Lots of assumption buried in your comment/worldview about what's actually causing inflation. Is it actually just a slow accretion of growing costs for resources, distribution? Is it companies deciding that now would be a great time to increase prices "because inflation" and thus get ahead of the nascent wage growth that was threatening to take off post-pandemic? Clearly it's a mixture of the two but the implications are completely different if its 90/10 vs 10/90.

BigBubbleButt|3 years ago

Honestly, that's really not that important for what I was saying, because we're talking about the Fed. The Federal Reserve can choose to fight inflation or it can choose to inflate assets, and that lies on a spectrum. The "why" of inflation isn't nearly as important as the severity of it. If inflation is at 10% you're not going to debate it before doing something about it - that just allows the situation to fester instead of taking initiative. The reason we're in this situation where inflation is still getting worse, a year after being told not to worry about it, is because it's politically untenable to actually try to fix the problem. Meanwhile inflation continues to worsen while we make symbolic gestures about fighting it.
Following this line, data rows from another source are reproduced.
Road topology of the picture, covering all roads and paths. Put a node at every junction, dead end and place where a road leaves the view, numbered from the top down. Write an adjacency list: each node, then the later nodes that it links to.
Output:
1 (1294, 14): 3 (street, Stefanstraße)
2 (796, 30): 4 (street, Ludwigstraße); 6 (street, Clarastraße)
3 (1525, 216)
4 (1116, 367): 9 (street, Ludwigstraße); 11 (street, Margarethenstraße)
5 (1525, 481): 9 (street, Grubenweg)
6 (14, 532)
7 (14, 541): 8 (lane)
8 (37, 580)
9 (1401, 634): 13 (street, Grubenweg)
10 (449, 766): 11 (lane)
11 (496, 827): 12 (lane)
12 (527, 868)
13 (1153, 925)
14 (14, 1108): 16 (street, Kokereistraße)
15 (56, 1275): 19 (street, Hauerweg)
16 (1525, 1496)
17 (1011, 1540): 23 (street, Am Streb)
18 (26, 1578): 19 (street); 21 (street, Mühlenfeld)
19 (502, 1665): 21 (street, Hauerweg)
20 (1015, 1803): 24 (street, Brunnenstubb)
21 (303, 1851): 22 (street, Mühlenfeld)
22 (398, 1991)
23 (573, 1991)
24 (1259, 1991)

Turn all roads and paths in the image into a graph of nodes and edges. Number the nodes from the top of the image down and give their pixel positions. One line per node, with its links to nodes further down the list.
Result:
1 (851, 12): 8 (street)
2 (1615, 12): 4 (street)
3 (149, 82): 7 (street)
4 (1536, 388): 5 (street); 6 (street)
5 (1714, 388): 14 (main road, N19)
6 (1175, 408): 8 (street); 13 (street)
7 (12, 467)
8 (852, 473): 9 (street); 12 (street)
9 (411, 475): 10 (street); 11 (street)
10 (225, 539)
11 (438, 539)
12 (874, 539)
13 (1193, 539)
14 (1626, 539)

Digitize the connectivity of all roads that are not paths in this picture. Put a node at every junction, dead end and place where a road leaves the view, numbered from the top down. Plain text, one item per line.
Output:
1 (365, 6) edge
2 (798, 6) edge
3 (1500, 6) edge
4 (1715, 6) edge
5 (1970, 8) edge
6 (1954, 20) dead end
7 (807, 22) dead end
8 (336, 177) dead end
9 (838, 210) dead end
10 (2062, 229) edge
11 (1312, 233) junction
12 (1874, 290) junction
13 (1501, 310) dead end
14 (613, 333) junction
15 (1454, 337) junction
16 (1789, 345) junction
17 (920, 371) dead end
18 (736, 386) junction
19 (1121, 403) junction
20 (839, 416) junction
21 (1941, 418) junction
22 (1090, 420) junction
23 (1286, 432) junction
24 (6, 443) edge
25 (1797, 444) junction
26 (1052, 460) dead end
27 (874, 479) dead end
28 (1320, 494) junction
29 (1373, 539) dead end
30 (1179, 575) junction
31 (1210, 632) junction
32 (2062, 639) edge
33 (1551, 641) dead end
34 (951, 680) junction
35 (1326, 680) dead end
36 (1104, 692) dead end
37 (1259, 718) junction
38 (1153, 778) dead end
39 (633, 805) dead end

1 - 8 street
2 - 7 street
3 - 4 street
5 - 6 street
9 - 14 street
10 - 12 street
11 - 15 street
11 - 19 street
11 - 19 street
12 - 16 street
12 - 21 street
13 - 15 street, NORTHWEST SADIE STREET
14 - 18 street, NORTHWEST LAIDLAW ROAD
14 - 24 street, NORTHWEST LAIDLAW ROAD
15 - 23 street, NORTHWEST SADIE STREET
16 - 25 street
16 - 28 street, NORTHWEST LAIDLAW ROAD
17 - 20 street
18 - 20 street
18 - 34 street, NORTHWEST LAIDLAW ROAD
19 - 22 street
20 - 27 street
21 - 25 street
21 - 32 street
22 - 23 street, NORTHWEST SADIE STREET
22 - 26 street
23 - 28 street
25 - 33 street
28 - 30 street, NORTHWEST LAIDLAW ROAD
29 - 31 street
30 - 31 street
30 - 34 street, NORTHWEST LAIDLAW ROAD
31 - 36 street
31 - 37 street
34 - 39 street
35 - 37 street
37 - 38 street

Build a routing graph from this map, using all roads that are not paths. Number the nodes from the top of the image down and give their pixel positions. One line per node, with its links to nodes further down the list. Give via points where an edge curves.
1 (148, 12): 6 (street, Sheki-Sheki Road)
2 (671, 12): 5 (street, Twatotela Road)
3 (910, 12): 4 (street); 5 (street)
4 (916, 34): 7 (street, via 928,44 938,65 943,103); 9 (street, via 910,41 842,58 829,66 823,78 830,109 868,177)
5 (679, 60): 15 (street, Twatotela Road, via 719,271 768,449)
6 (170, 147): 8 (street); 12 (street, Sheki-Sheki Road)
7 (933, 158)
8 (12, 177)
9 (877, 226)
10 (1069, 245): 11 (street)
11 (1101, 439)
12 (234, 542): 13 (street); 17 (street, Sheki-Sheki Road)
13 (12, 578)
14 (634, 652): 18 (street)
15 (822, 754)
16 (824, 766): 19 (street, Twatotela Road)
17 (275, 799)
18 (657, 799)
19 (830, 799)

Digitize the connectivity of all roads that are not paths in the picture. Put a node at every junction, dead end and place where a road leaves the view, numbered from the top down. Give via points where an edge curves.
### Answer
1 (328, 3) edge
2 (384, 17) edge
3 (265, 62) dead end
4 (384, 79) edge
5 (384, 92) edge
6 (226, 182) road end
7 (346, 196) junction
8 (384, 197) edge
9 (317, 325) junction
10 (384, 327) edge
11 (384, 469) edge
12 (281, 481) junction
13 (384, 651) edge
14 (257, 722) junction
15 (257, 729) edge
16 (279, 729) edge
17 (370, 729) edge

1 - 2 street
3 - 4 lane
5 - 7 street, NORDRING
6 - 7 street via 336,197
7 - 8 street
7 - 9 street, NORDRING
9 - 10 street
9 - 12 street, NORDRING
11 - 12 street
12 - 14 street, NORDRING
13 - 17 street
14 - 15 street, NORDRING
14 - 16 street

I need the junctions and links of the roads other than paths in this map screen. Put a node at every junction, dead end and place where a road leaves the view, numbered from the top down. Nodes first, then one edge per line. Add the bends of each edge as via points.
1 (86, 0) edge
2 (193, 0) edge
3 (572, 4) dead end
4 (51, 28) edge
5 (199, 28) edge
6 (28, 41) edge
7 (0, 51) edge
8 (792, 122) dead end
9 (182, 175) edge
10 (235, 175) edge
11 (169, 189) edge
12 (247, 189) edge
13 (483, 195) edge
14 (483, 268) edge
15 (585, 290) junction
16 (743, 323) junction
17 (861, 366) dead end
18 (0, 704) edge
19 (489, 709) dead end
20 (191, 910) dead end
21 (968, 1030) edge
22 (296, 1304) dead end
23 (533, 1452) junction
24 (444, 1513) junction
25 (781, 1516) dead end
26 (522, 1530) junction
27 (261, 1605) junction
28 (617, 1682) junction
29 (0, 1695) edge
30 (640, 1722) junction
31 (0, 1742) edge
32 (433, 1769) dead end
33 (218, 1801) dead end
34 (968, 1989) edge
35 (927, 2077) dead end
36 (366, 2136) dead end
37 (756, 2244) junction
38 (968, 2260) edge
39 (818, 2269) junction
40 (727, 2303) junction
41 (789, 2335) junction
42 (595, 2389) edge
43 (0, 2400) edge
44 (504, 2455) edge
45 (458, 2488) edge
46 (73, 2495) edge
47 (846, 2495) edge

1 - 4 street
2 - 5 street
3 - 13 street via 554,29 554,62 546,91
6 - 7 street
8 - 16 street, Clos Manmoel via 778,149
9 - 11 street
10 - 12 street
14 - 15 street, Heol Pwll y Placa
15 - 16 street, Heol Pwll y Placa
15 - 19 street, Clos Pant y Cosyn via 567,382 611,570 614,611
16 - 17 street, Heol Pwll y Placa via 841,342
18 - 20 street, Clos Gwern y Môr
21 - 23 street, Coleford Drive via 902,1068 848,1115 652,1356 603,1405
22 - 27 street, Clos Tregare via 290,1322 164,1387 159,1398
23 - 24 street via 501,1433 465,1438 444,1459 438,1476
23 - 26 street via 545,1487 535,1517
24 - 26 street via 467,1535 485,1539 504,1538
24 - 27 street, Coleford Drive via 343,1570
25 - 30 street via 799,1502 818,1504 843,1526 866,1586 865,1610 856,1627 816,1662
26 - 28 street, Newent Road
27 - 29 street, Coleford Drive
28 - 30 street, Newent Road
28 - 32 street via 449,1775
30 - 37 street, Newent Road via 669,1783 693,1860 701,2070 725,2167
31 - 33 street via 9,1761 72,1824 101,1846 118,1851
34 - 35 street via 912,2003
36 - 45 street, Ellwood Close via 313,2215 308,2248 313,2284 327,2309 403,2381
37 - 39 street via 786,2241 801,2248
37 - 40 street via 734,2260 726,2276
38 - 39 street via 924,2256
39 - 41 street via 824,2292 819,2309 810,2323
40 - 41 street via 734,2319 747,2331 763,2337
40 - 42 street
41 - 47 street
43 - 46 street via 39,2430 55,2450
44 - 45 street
Yes, understanding what's causing inflation matters. I'm not saying it doesn't. But when you have a crisis, you want to focus on mitigation first and then root causing it after the situation is averted.

Also you mention two possible causes of inflation. Limited resources and distribution, and companies deciding to raise prices because they can. What about the Fed printing money like crazy, flooding the M2 money supply? That's the one that's relevant to this conversation.